• [Collected data entries]:
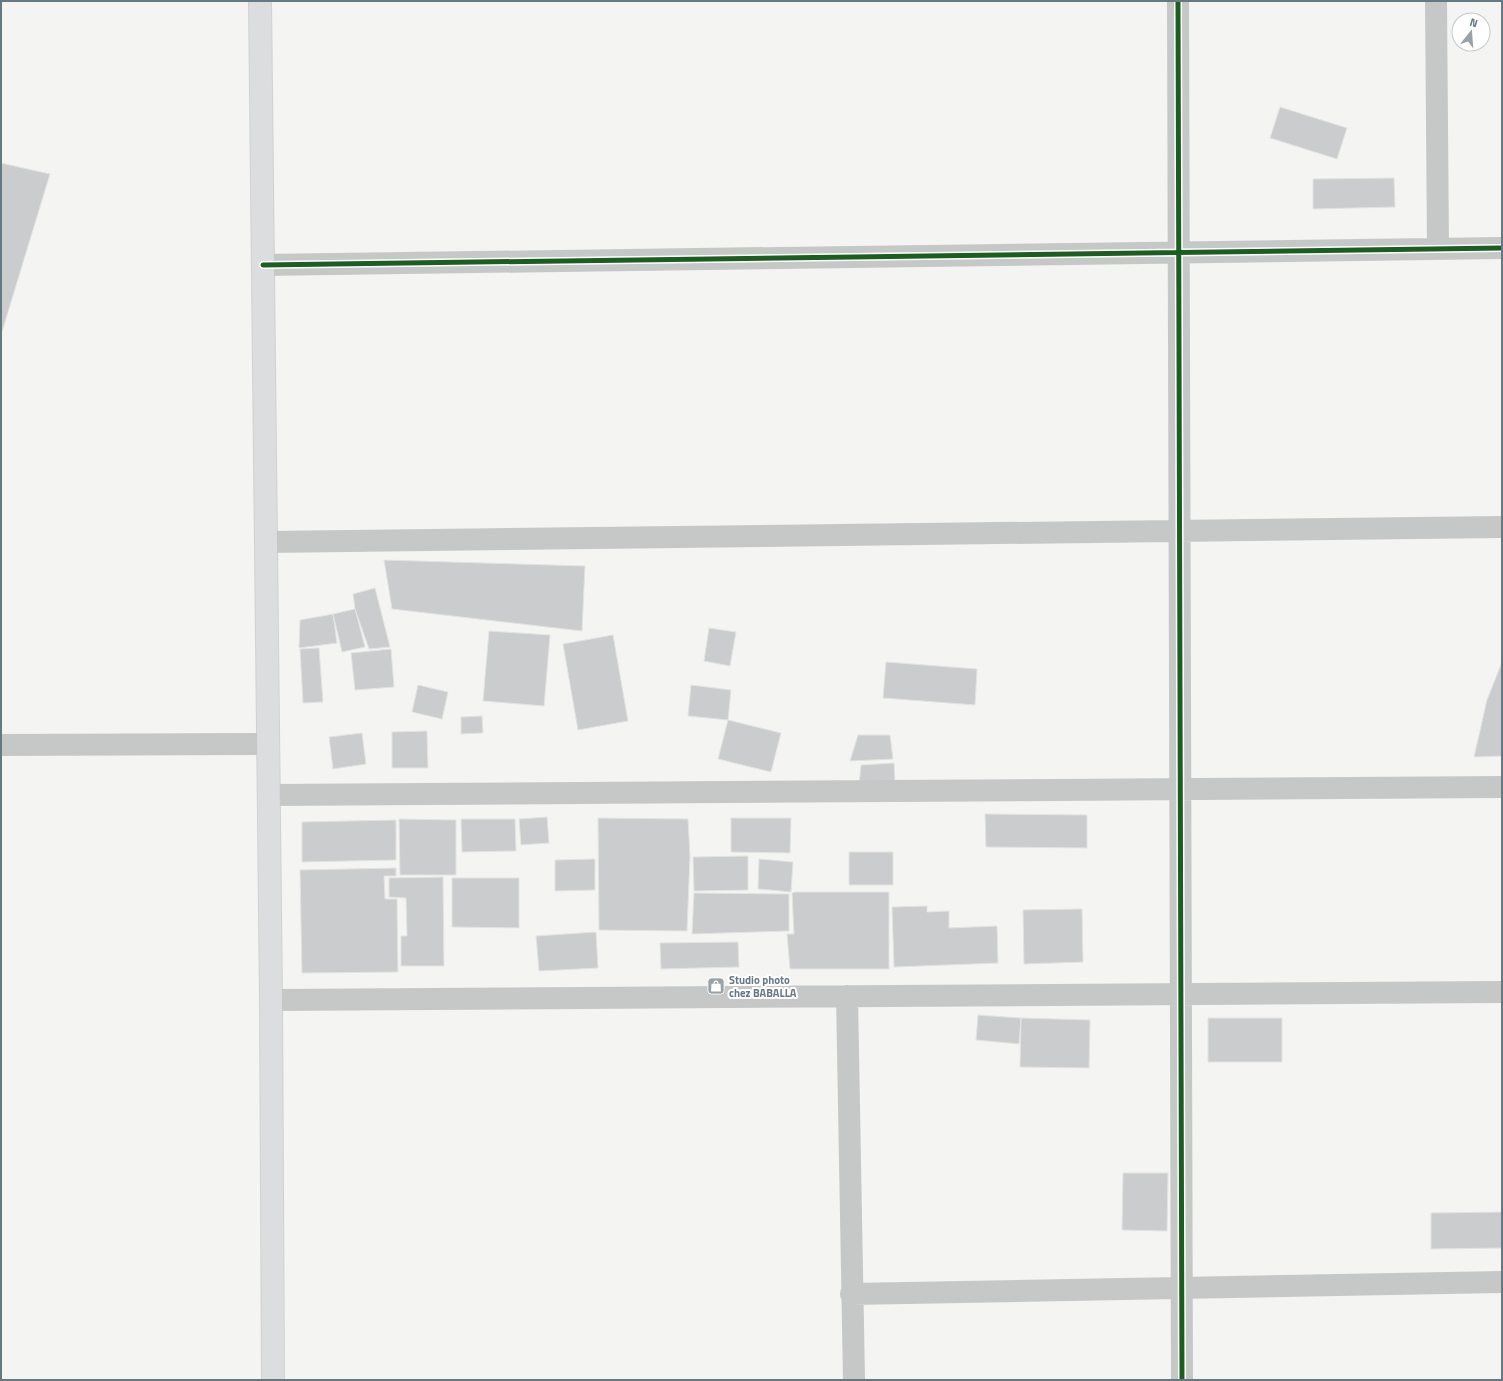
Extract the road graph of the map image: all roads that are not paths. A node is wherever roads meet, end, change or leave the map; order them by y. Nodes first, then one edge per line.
1 (260, 1) edge
2 (1178, 1) edge
3 (1436, 1) edge
4 (1438, 248) junction
5 (1502, 248) edge
6 (1179, 252) junction
7 (263, 265) junction
8 (1502, 527) edge
9 (1180, 531) junction
10 (266, 542) junction
11 (268, 744) junction
12 (1, 745) edge
13 (1502, 787) edge
14 (1180, 790) junction
15 (269, 796) junction
16 (1502, 992) edge
17 (1181, 994) junction
18 (847, 996) junction
19 (271, 1000) junction
20 (1502, 1282) edge
21 (1182, 1288) junction
22 (851, 1294) junction
23 (273, 1380) edge
24 (854, 1380) edge
25 (1182, 1380) edge

1 - 7 main road
2 - 6 street
3 - 4 street
4 - 5 street
4 - 6 street
6 - 7 street
6 - 9 street
7 - 10 main road
8 - 9 street
9 - 10 street
9 - 14 street
10 - 11 main road
11 - 12 street
11 - 15 main road
13 - 14 street
14 - 15 street
14 - 17 street
15 - 19 main road
16 - 17 street
17 - 18 street
17 - 21 street
18 - 19 street
18 - 22 street
19 - 23 main road
20 - 21 street
21 - 22 street
21 - 25 street
22 - 24 street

• [Task]:
The answer must reproduce every line of the records above exactly, with all pictures left out.

• [Response]:
Extract the road graph of the map image: all roads that are not paths. A node is wherever roads meet, end, change or leave the map; order them by y. Nodes first, then one edge per line.
1 (260, 1) edge
2 (1178, 1) edge
3 (1436, 1) edge
4 (1438, 248) junction
5 (1502, 248) edge
6 (1179, 252) junction
7 (263, 265) junction
8 (1502, 527) edge
9 (1180, 531) junction
10 (266, 542) junction
11 (268, 744) junction
12 (1, 745) edge
13 (1502, 787) edge
14 (1180, 790) junction
15 (269, 796) junction
16 (1502, 992) edge
17 (1181, 994) junction
18 (847, 996) junction
19 (271, 1000) junction
20 (1502, 1282) edge
21 (1182, 1288) junction
22 (851, 1294) junction
23 (273, 1380) edge
24 (854, 1380) edge
25 (1182, 1380) edge

1 - 7 main road
2 - 6 street
3 - 4 street
4 - 5 street
4 - 6 street
6 - 7 street
6 - 9 street
7 - 10 main road
8 - 9 street
9 - 10 street
9 - 14 street
10 - 11 main road
11 - 12 street
11 - 15 main road
13 - 14 street
14 - 15 street
14 - 17 street
15 - 19 main road
16 - 17 street
17 - 18 street
17 - 21 street
18 - 19 street
18 - 22 street
19 - 23 main road
20 - 21 street
21 - 22 street
21 - 25 street
22 - 24 street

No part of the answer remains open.